▶ _TASK OBJECTIVE_:
Return every line of the entries that includes the word "Union".

▶ _DATA SHOWN_:

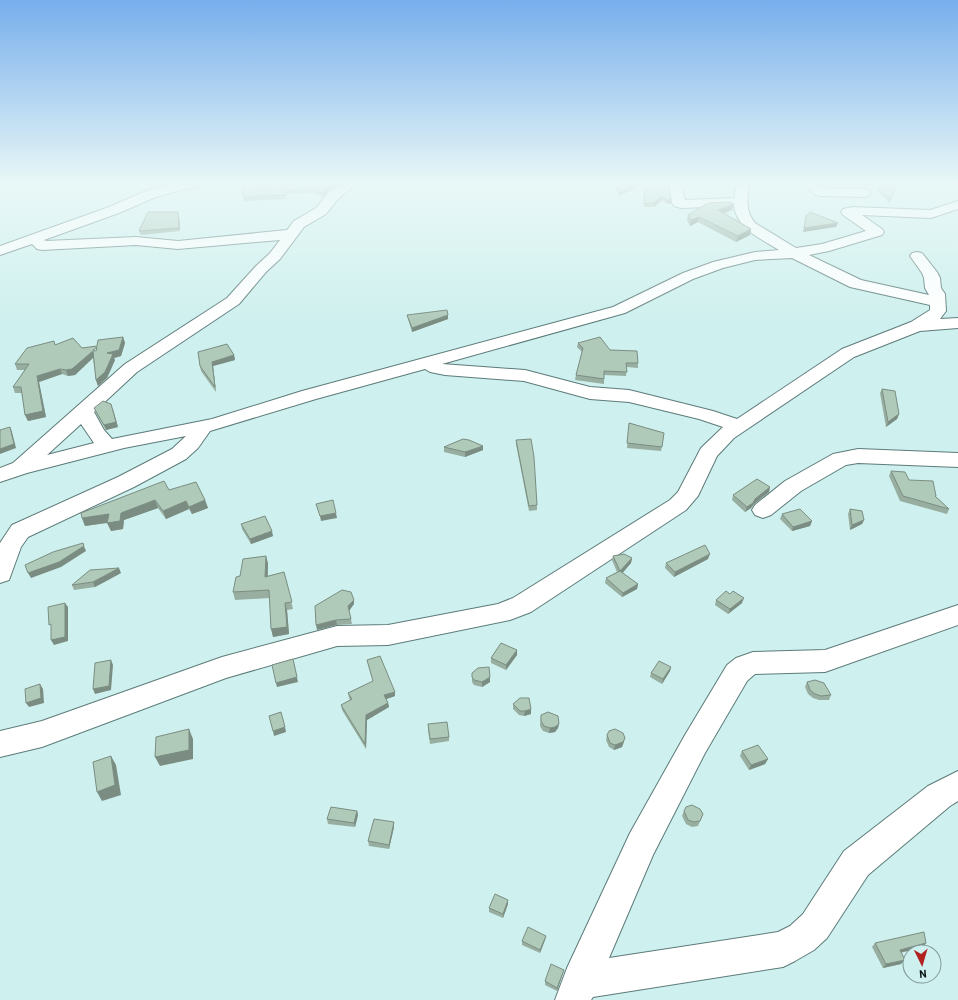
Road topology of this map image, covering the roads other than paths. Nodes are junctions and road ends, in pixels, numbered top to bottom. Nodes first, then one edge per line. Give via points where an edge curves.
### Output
1 (61, 229) edge
2 (295, 229) edge
3 (757, 229) edge
4 (871, 229) edge
5 (291, 234) junction
6 (34, 238) junction
7 (0, 251) edge
8 (794, 253) junction
9 (917, 256) dead end
10 (938, 302) junction
11 (958, 323) edge
12 (918, 326) junction
13 (427, 362) junction
14 (83, 410) junction
15 (739, 426) junction
16 (202, 428) junction
17 (108, 446) junction
18 (958, 460) edge
19 (20, 468) junction
20 (0, 475) edge
21 (764, 510) dead end
22 (8, 539) edge
23 (0, 574) edge
24 (958, 615) edge
25 (0, 744) edge
26 (958, 785) edge
27 (576, 990) edge

1 - 6 street
2 - 5 street
3 - 8 street
4 - 8 street via 876,232 836,245
5 - 6 street via 173,245 136,241 42,246
5 - 14 street via 275,256 232,301 143,359
6 - 7 street
8 - 10 street via 856,284
8 - 13 street via 755,256 718,265 688,276 619,310
9 - 10 street via 929,272
10 - 12 street via 938,311 934,316
11 - 12 street
12 - 15 street via 848,353
13 - 15 street via 445,370 525,376 590,393 629,396
13 - 16 street
14 - 17 street via 96,433
14 - 19 street
15 - 25 street via 708,452 687,496 678,505 522,606 501,613 388,635 337,636 222,668 42,734
16 - 17 street
16 - 22 street via 180,454
17 - 19 street
18 - 21 street via 858,456 840,459 793,486
19 - 20 street
22 - 23 street
24 - 27 street via 825,661 753,663 738,673 695,744 641,844
26 - 27 street via 939,796 856,863 815,926 802,938 783,949

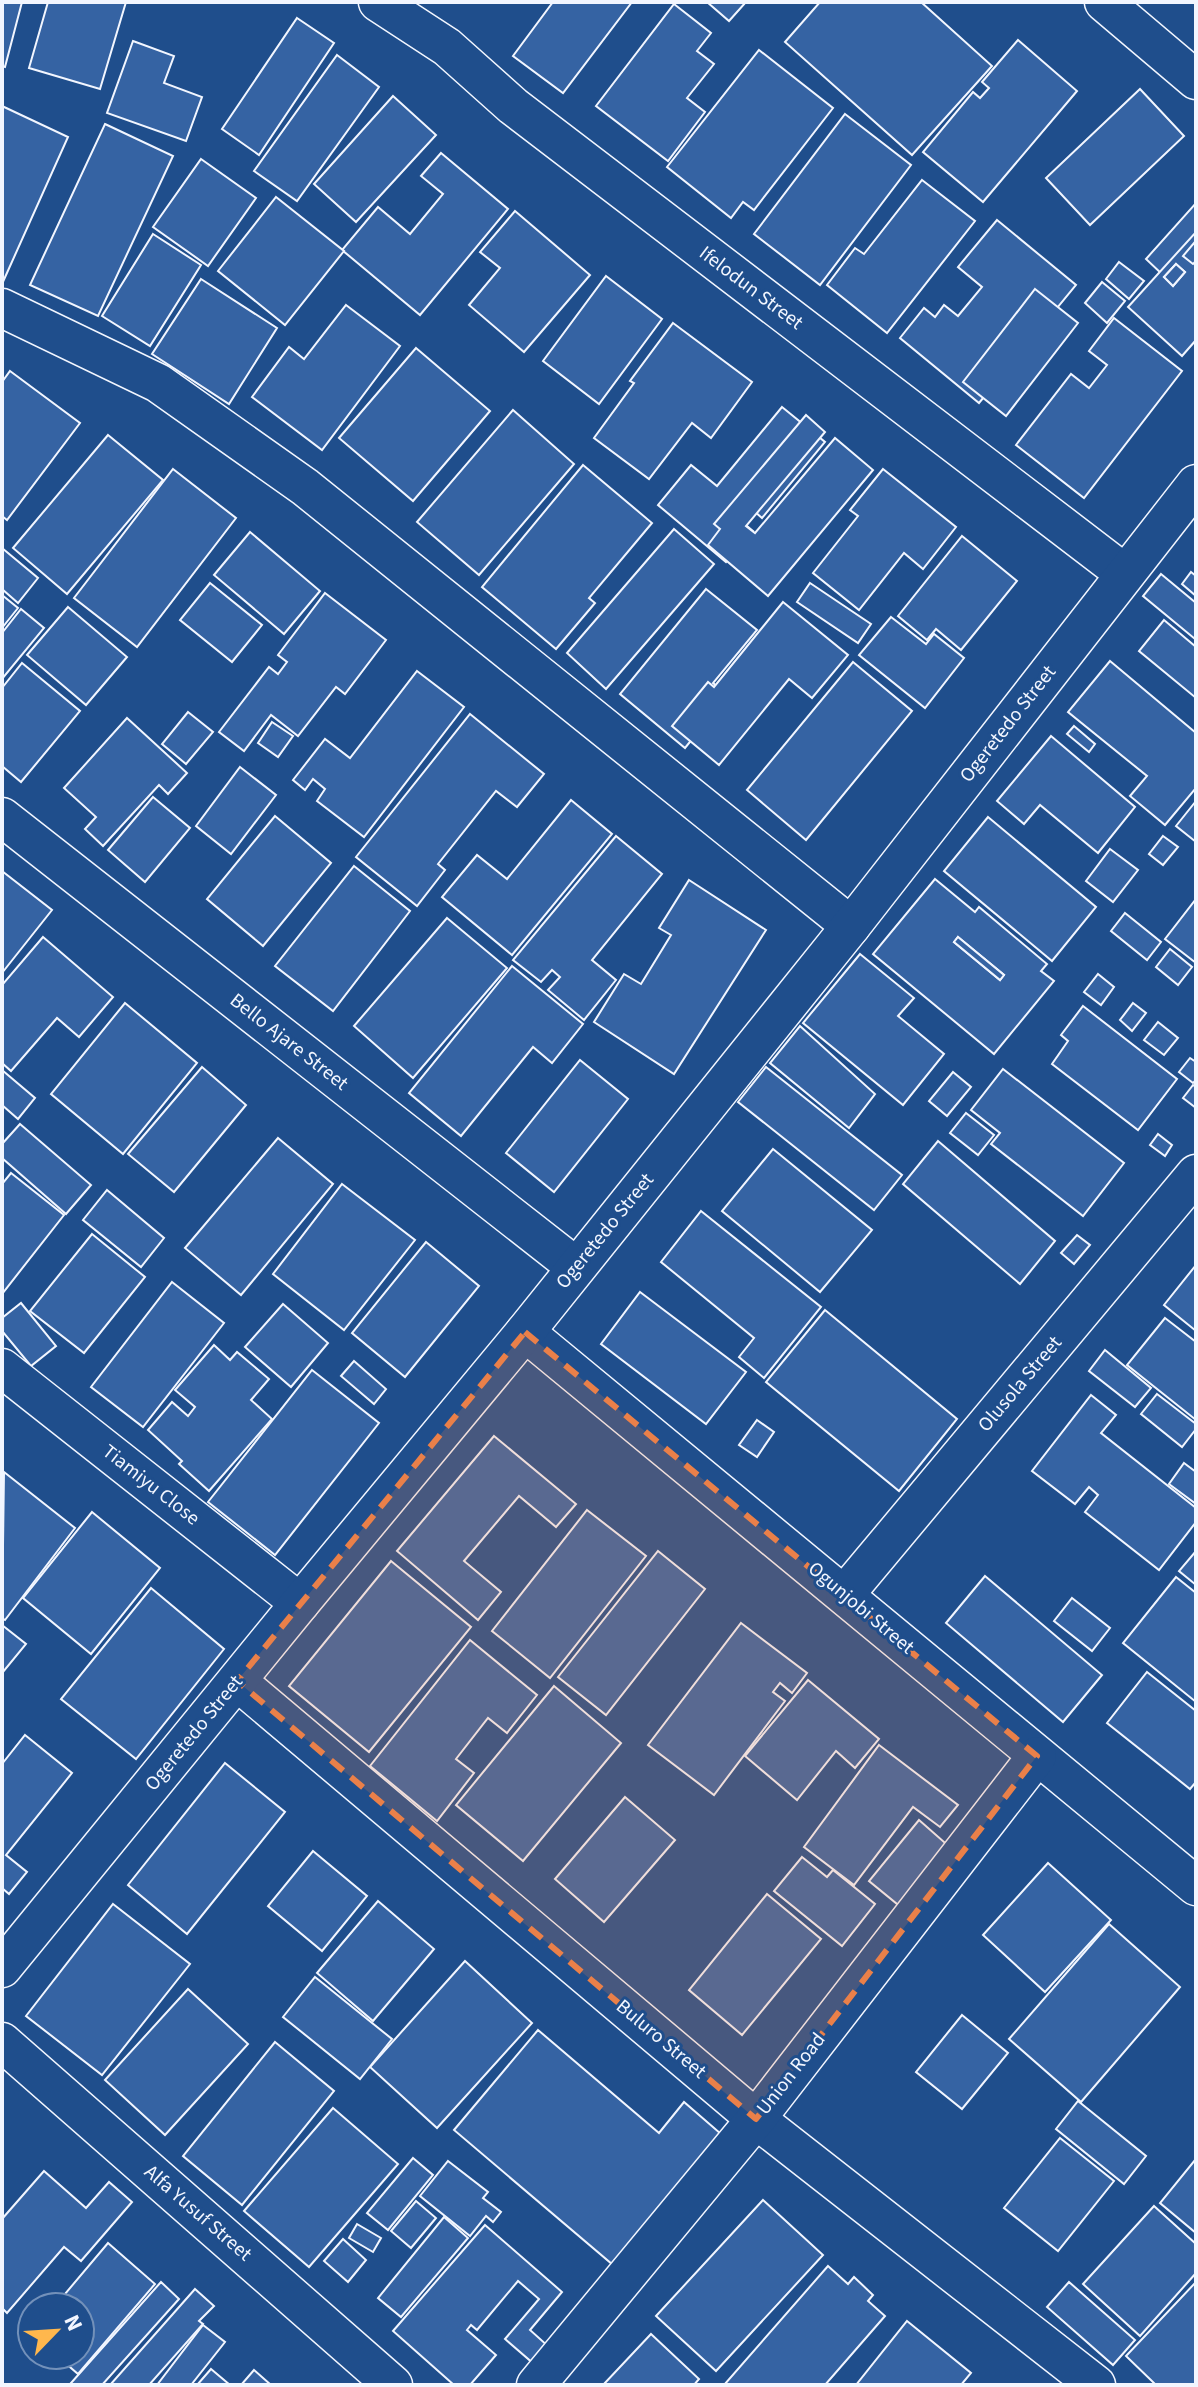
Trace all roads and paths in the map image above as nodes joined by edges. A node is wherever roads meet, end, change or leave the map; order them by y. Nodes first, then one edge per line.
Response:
1 (378, 2) edge
2 (1104, 2) edge
3 (1196, 80) edge
4 (2, 308) edge
5 (1196, 484) edge
6 (1124, 573) junction
7 (2, 817) edge
8 (851, 926) junction
9 (1196, 1174) edge
10 (576, 1267) junction
11 (525, 1332) junction
12 (2, 1368) edge
13 (845, 1594) junction
14 (300, 1603) junction
15 (237, 1681) junction
16 (1037, 1756) junction
17 (1196, 1886) edge
18 (2, 1968) edge
19 (2, 2042) edge
20 (756, 2119) junction
21 (393, 2385) edge
22 (536, 2385) edge
23 (1096, 2385) edge

1 - 6 street, Ifelodun Street
2 - 3 street
4 - 8 street
5 - 6 street, Ogeretedo Street
6 - 8 street, Ogeretedo Street
7 - 10 street, Bello Ajare Street
8 - 10 street, Ogeretedo Street
9 - 13 street, Olusola Street
10 - 11 street, Ogeretedo Street
11 - 13 street, Ogunjobi Street
11 - 14 street, Ogeretedo Street
12 - 14 street, Tiamiyu Close
13 - 16 street, Ogunjobi Street
14 - 15 street, Ogeretedo Street
15 - 18 street, Ogeretedo Street
15 - 20 street, Buluro Street
16 - 17 street, Ogunjobi Street
16 - 20 street, Union Road
19 - 21 street, Alfa Yusuf Street
20 - 22 street, Union Road
20 - 23 street, Buluro Street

▶ _ANSWER BOX_:
16 - 20 street, Union Road
20 - 22 street, Union Road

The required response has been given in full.